Сейчас я увижу ее в последний раз. Сердце больно сжалось и как будто затаилось в ожидании последнего воспоминания и никогда не присутствующего в моей личной палитре цвета.
Черное небо тяжелой неподвижной массой нависало над городом. Его непроглядная мгла один за другим, словно стайки цветных светлячков, поглощала опознавательные огни взлетающих пассажирских лайнеров.
— Не люблю летать ночью, когда в иллюминатор ничего не видно — ни солнца, ни неба, ни облаков, и только одна нескончаемая чернота, одна сплошная неизвестность.

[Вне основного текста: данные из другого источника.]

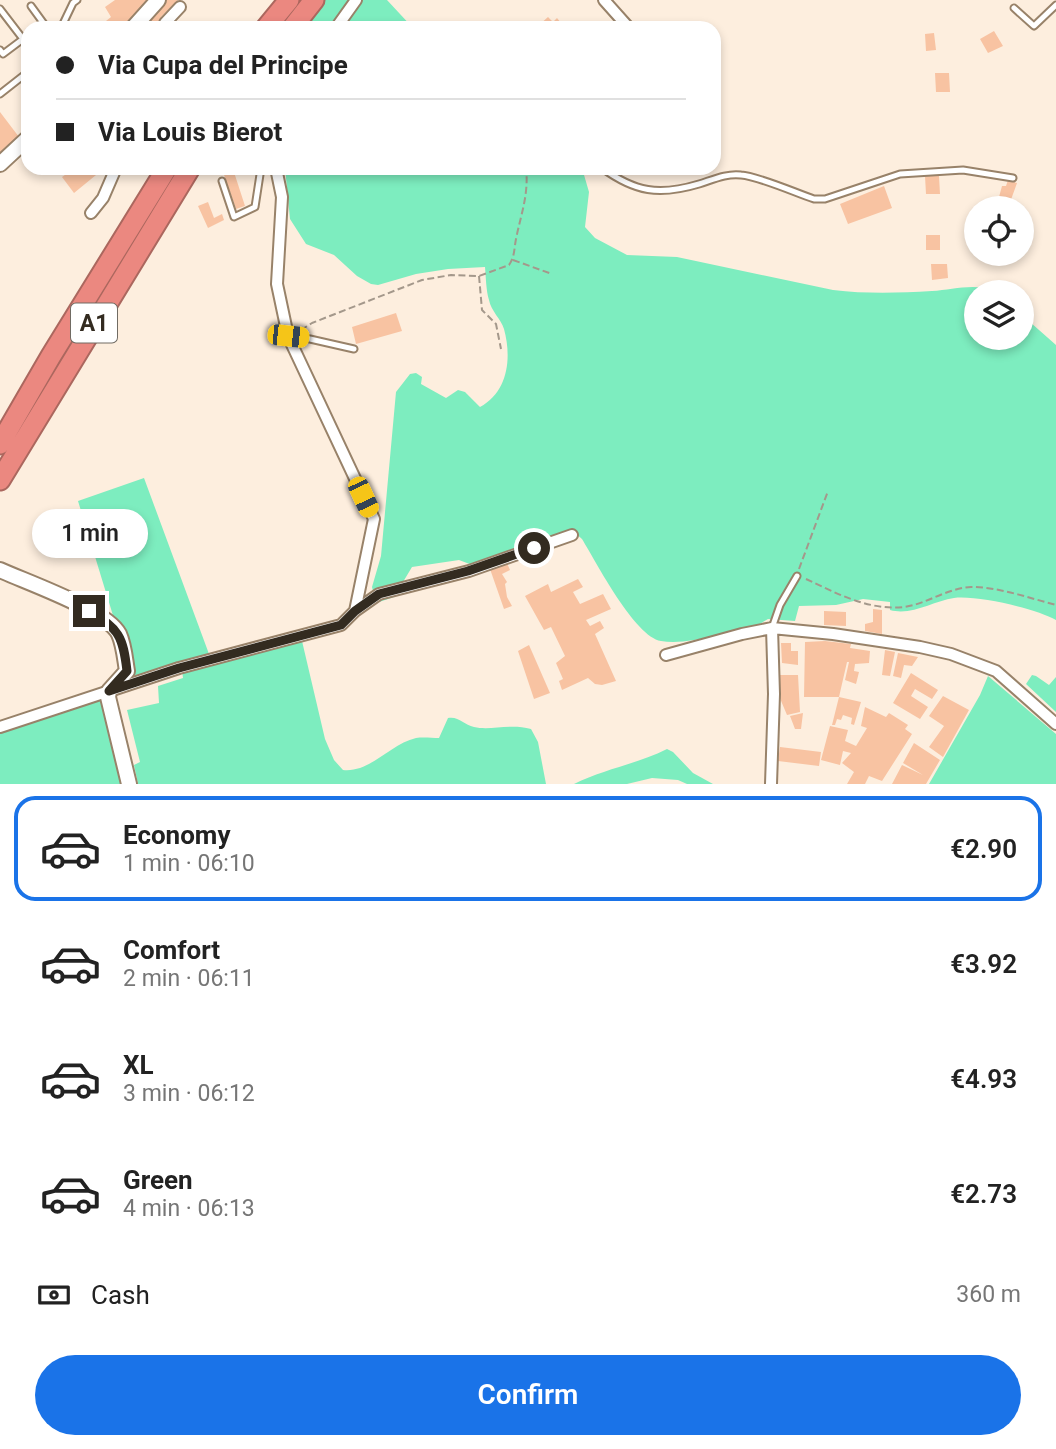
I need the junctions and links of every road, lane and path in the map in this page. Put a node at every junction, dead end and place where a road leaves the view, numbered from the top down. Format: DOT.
graph roads {
  1 [pos="78,0"];
  2 [pos="158,0"];
  3 [pos="289,0"];
  4 [pos="314,0"];
  5 [pos="356,0"];
  6 [pos="604,0"];
  7 [pos="1056,5"];
  8 [pos="31,6"];
  9 [pos="180,7"];
  10 [pos="1014,8"];
  11 [pos="0,9"];
  12 [pos="42,21"];
  13 [pos="64,21"];
  14 [pos="139,21"];
  15 [pos="167,21"];
  16 [pos="272,21"];
  17 [pos="298,21"];
  18 [pos="341,21"];
  19 [pos="622,21"];
  20 [pos="21,36"];
  21 [pos="21,40"];
  22 [pos="1,54"];
  23 [pos="21,78"];
  24 [pos="0,94"];
  25 [pos="21,144"];
  26 [pos="0,164"];
  27 [pos="113,175"];
  28 [pos="163,175"];
  29 [pos="186,175"];
  30 [pos="260,175"];
  31 [pos="277,175"];
  32 [pos="527,175"];
  33 [pos="611,175"];
  34 [pos="1013,178"];
  35 [pos="222,181"];
  36 [pos="91,213"];
  37 [pos="512,260"];
  38 [pos="552,274"];
  39 [pos="479,276"];
  40 [pos="288,336"];
  41 [pos="354,349"];
  42 [pos="501,349"];
  43 [pos="1,442"];
  44 [pos="0,480"];
  45 [pos="828,491"];
  46 [pos="572,535"];
  47 [pos="0,570"];
  48 [pos="797,576"];
  49 [pos="1056,605"];
  50 [pos="355,611"];
  51 [pos="772,628"];
  52 [pos="666,655"];
  53 [pos="109,691"];
  54 [pos="1056,724"];
  55 [pos="0,727"];
  56 [pos="129,784"];
  57 [pos="771,784"];
  1 -- 13 [label="lane"];
  2 -- 14 [label="street"];
  3 -- 16 [label="highway"];
  4 -- 17 [label="highway"];
  5 -- 18 [label="street"];
  6 -- 19 [label="street"];
  7 -- 10 [label="lane"];
  8 -- 12 [label="lane"];
  9 -- 15 [label="street"];
  11 -- 20 [label="lane"];
  21 -- 22 [label="lane"];
  23 -- 24 [label="lane"];
  25 -- 26 [label="street"];
  27 -- 36 [label="street"];
  28 -- 43 [label="highway, A1"];
  29 -- 44 [label="highway, A1"];
  30 -- 35 [label="lane"];
  31 -- 40 [label="street"];
  32 -- 37 [label="path"];
  33 -- 34 [label="lane"];
  37 -- 38 [label="path"];
  37 -- 39 [label="path"];
  39 -- 40 [label="path"];
  39 -- 42 [label="path"];
  40 -- 41 [label="lane"];
  40 -- 50 [label="street"];
  45 -- 48 [label="path"];
  46 -- 50 [label="street"];
  47 -- 53 [label="street"];
  48 -- 49 [label="path"];
  48 -- 51 [label="lane"];
  50 -- 53 [label="street"];
  51 -- 52 [label="street"];
  51 -- 54 [label="street"];
  51 -- 57 [label="street"];
  53 -- 55 [label="street"];
  53 -- 56 [label="street"];
}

И кажется, если самолет вдруг вонзится на полной скорости в ночной океан, ты не почувствуешь, что тьма обратилась в новую тьму и для тебя наступило безвременье.
Она согревала в ладонях давно опустевший фужер и, пронзая взглядом панорамное стекло зала ожидания, смотрела куда-то за темный горизонт, словно старалась разглядеть там что-то знакомое и долгожданное.
Желая хоть немного развеять ее грусть, я произнес то, что было оговорено не раз, но ничего лучшего в голову не пришло:
— Я прилечу к тебе как только завершится выставка…
Она, как я и ожидал, не ответила и продолжала в задумчивости буравить взором, гудящее многоголосьем моторов, черное пространство.